Stored data entries:
----

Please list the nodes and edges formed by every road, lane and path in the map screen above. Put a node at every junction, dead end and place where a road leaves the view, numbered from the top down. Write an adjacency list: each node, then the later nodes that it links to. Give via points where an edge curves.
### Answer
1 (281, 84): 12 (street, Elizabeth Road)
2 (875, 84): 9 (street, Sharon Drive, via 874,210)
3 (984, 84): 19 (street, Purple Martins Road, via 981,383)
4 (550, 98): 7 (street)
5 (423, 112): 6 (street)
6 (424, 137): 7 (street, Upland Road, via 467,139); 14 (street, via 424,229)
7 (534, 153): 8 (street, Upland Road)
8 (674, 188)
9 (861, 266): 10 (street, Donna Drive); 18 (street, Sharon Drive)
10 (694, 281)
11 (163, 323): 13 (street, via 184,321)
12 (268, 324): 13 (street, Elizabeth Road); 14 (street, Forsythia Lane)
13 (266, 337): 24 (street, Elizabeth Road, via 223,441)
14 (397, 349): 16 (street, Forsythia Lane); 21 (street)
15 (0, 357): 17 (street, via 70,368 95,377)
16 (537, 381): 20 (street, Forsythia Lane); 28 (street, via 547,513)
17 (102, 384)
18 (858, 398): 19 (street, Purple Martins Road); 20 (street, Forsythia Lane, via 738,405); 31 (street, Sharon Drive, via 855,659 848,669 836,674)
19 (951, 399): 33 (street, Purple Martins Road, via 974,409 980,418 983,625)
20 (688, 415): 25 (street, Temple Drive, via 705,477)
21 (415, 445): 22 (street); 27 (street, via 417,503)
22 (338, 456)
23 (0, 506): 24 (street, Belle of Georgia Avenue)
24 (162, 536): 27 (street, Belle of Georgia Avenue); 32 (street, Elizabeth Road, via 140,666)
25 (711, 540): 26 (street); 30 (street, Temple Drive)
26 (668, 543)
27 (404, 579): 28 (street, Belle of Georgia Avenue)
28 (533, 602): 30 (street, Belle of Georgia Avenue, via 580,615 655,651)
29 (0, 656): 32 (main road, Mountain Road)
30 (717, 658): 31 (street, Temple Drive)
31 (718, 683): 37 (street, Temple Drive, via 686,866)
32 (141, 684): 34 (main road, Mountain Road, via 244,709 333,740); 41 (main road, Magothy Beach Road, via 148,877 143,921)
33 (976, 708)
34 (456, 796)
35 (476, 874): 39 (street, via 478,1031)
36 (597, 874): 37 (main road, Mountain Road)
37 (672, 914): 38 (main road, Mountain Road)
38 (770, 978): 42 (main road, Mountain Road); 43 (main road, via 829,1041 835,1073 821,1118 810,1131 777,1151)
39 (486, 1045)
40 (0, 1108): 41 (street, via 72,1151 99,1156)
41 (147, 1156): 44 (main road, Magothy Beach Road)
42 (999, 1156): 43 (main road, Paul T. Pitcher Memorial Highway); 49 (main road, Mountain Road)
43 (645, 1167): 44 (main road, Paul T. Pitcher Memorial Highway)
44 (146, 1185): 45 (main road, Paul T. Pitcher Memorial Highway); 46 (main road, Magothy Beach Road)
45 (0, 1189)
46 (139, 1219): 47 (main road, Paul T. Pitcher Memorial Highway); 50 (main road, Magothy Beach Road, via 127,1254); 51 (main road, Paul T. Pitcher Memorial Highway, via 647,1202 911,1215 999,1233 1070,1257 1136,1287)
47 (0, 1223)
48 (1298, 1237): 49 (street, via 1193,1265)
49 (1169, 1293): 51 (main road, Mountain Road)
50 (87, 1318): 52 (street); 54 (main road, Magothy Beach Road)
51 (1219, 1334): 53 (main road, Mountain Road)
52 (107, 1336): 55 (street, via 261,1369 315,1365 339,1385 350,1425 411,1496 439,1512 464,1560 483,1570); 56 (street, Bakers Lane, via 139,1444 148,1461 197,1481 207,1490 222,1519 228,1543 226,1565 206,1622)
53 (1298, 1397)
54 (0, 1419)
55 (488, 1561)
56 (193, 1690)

----

▶ _What to work on_
Please show every line of the records that holds the word "Temple".

▶ _Written response_
20 (688, 415): 25 (street, Temple Drive, via 705,477)
25 (711, 540): 26 (street); 30 (street, Temple Drive)
30 (717, 658): 31 (street, Temple Drive)
31 (718, 683): 37 (street, Temple Drive, via 686,866)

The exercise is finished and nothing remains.